Pedro Opeka, plus connu sous le nom de « père Pedro », est engagé depuis 1968 auprès des plus pauvres, à Madagascar. Le père lazariste argentin y a construit une ville qui compte aujourd’hui 25 000 habitants, Akamasoa. Il vient de sortir avec l’écrivain Pierre Lunel Insurgez-vous !(éditions du Rocher), où il appelle, à l’instar du pape François, les chrétiens à s’engager dans les « périphéries » auprès des plus faibles. Refusant l’ordre actuel des choses, le père Pedro interpelle. Alors qu’il est de passage à Paris pour la promotion de son livre, nous avons souhaité nous entretenir avec lui.
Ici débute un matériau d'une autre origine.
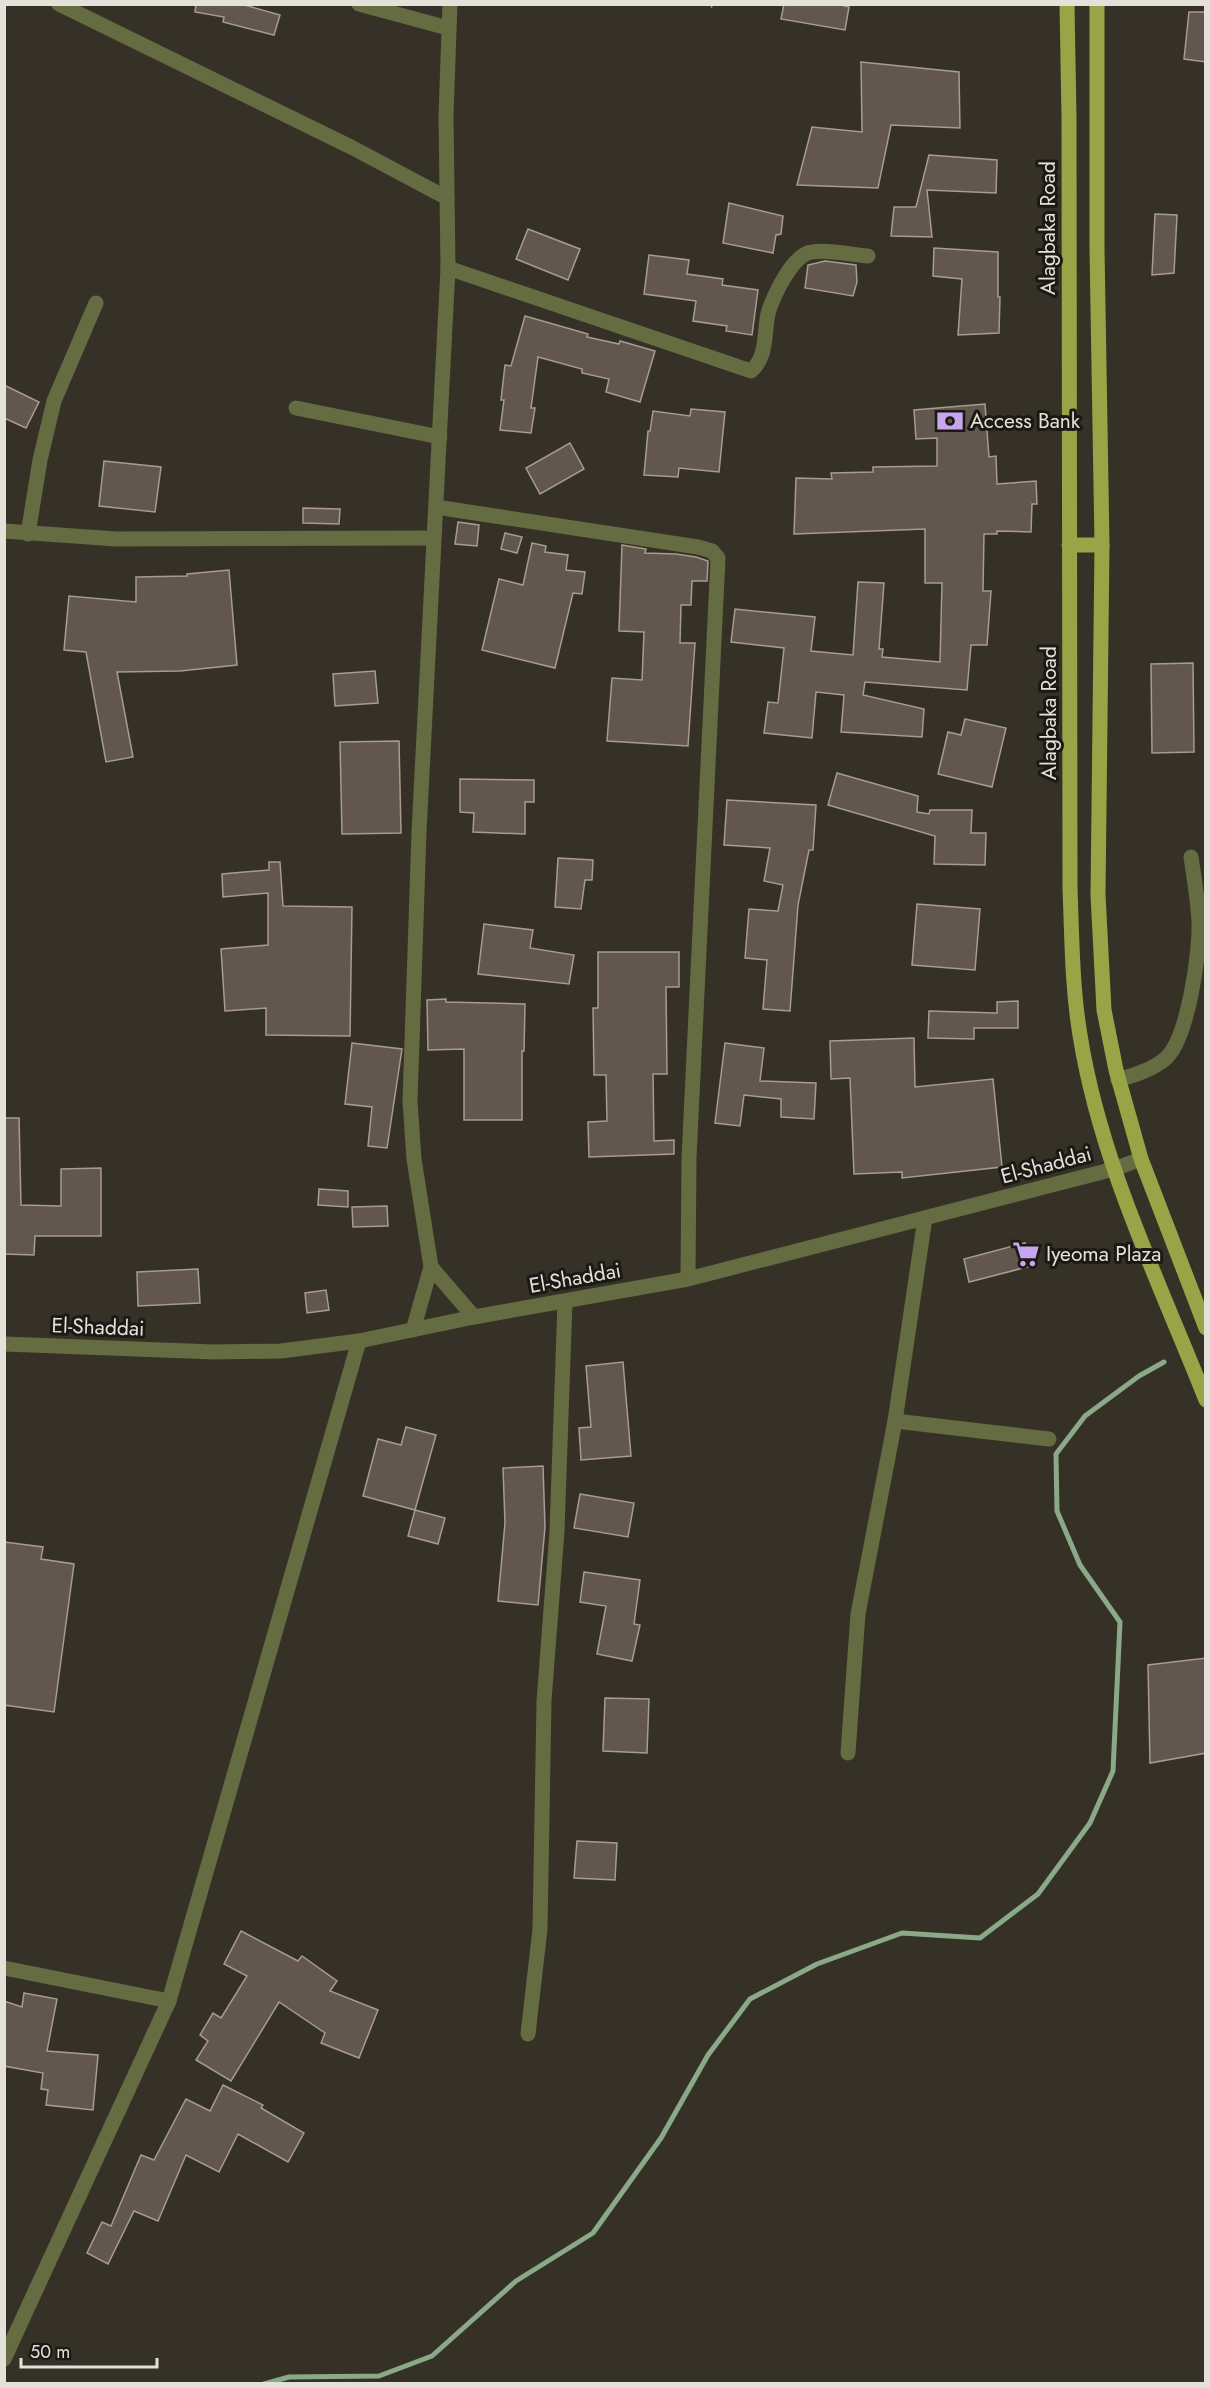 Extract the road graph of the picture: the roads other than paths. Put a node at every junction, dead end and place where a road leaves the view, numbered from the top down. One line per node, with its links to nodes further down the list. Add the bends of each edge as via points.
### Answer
1 (59, 4): 7 (street)
2 (450, 4): 6 (street)
3 (1067, 4): 17 (main road, Alagbaka Road)
4 (1097, 4): 18 (main road)
5 (362, 5): 6 (street)
6 (448, 28): 7 (street)
7 (447, 198): 9 (street)
8 (868, 256): 9 (street, via 811,251 797,259 769,310 762,356 751,371)
9 (448, 268): 12 (street)
10 (96, 303): 15 (street, via 54,401)
11 (296, 408): 12 (street)
12 (440, 436): 13 (street)
13 (436, 507): 16 (street); 25 (street, via 698,547 712,551 718,558 688,1158)
14 (4, 531): 15 (street)
15 (28, 534): 16 (street, via 116,539)
16 (432, 538): 24 (street, via 410,1101 414,1158)
17 (1069, 545): 18 (main road); 22 (main road, Alagbaka Road, via 1074,981 1094,1101)
18 (1102, 545): 20 (main road, via 1098,895 1104,1010)
19 (1191, 857): 20 (street, via 1199,922 1196,970 1187,1012 1166,1059)
20 (1118, 1080): 21 (main road)
21 (1141, 1159): 22 (street, El-Shaddai); 28 (main road)
22 (1114, 1169): 23 (street, El-Shaddai); 32 (main road, Alagbaka Road)
23 (925, 1218): 25 (street, El-Shaddai); 33 (street)
24 (431, 1267): 27 (street); 29 (street)
25 (688, 1279): 26 (street, El-Shaddai)
26 (565, 1302): 27 (street, El-Shaddai); 38 (street, via 557,1531 544,1701 540,1929)
27 (474, 1317): 29 (street, El-Shaddai)
28 (1206, 1328)
29 (413, 1330): 30 (street, El-Shaddai)
30 (359, 1341): 31 (street, El-Shaddai, via 281,1351 214,1352); 37 (street)
31 (4, 1344)
32 (1206, 1400)
33 (895, 1421): 34 (street); 35 (street, via 858,1614)
34 (1049, 1439)
35 (848, 1753)
36 (4, 1968): 37 (street)
37 (169, 2001): 39 (street)
38 (528, 2034)
39 (4, 2359) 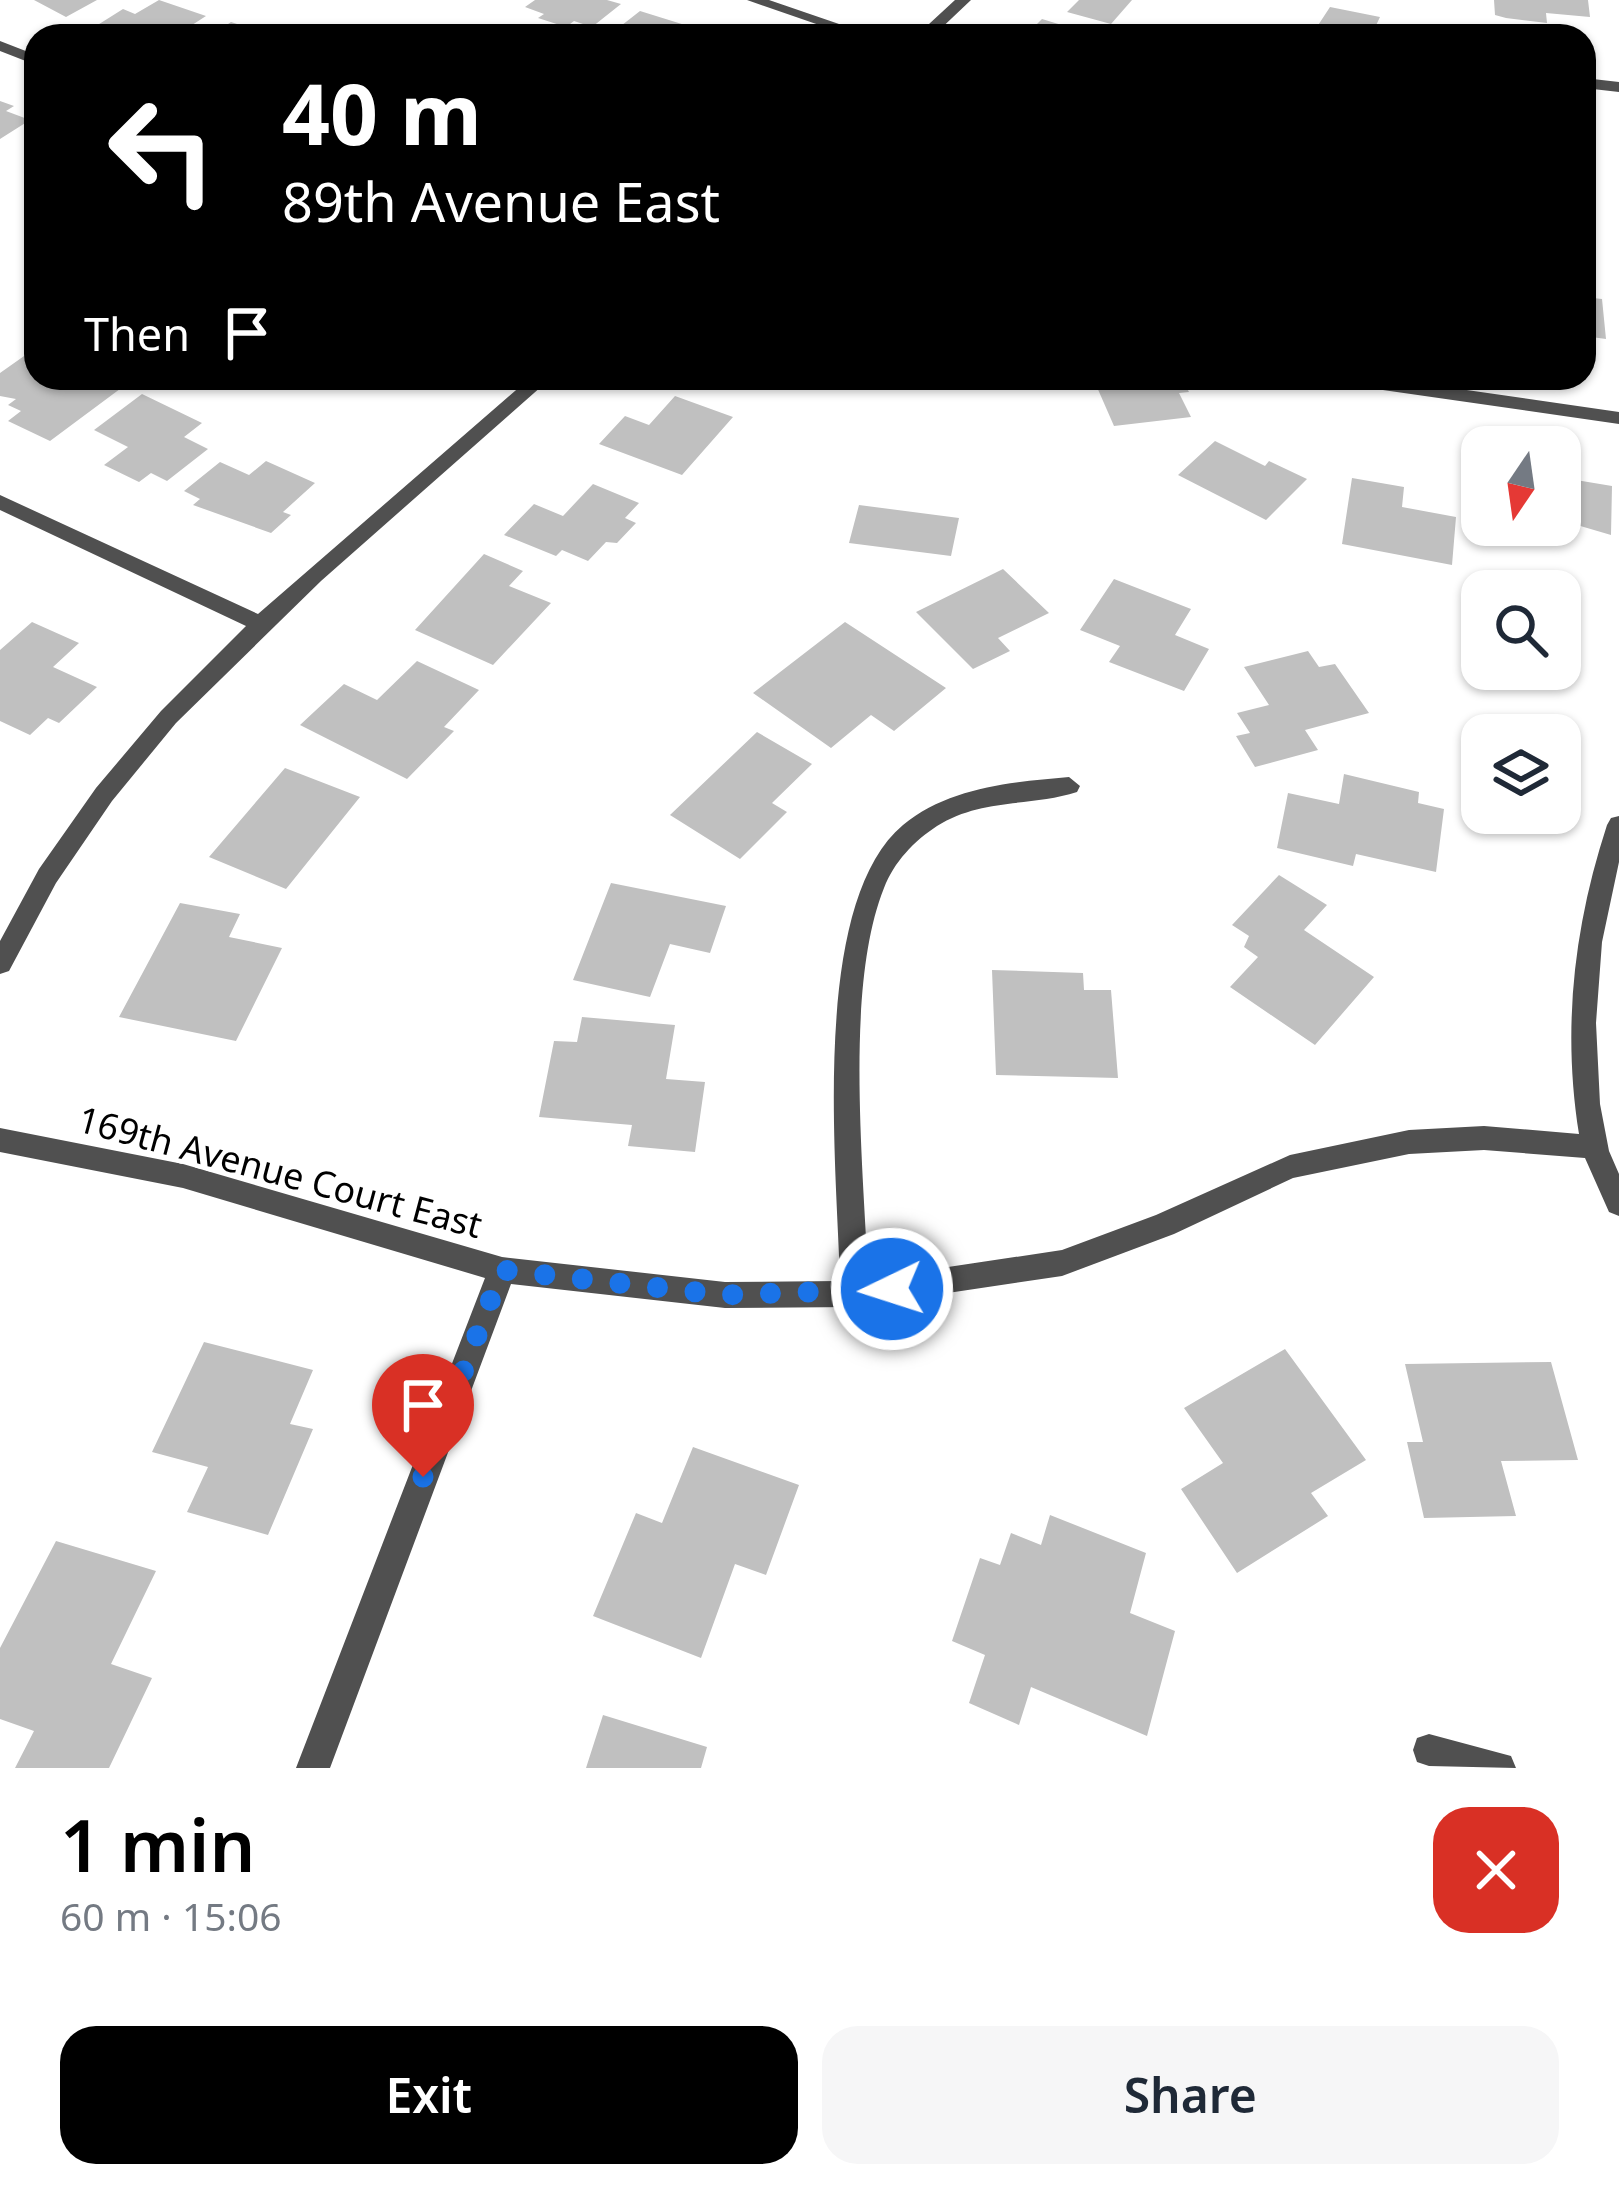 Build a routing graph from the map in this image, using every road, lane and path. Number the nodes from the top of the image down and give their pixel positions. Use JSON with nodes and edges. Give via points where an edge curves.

Aleteia : Vous venez de sortir Insurgez-vous avec l’écrivain Pierre Lunel. Comment s’est déroulée cette collaboration ?
Père Pedro : Il m’a suivi et m’a interrogé. À partir de là est né ce livre de dialogues. Il s’agit d’un cri en faveur de la justice, de la fraternité, pour un monde meilleur et pour que la terre devienne un peu plus solidaire. Mais tout cela est le fruit d’une vie et d’une action. Nous n’étions pas autour d’un café dans un hôtel, en train de discuter. Cela s’est fait au milieu de la vie et des problèmes, là où les gens souffrent. Là-bas, la rue est mon bureau.
Vous appelez à une insurrection fondée sur l’amour. Comment s’articulerait-elle ?
Je n’ai pas recette magique. Il y a autant de chemin que de personnes sur terre, à condition qu’elles soient entraînées par le don de soi et l’amour de la vérité. Mais il faut se laisser inspirer par l’amour. Beaucoup de gens utilisent le mot “amour”, mais chacun met ce qu’il veut dedans. Pour moi cela signifie respecter l’autre, partager avec l’autre, donner sa vie pour celui qu’on aime.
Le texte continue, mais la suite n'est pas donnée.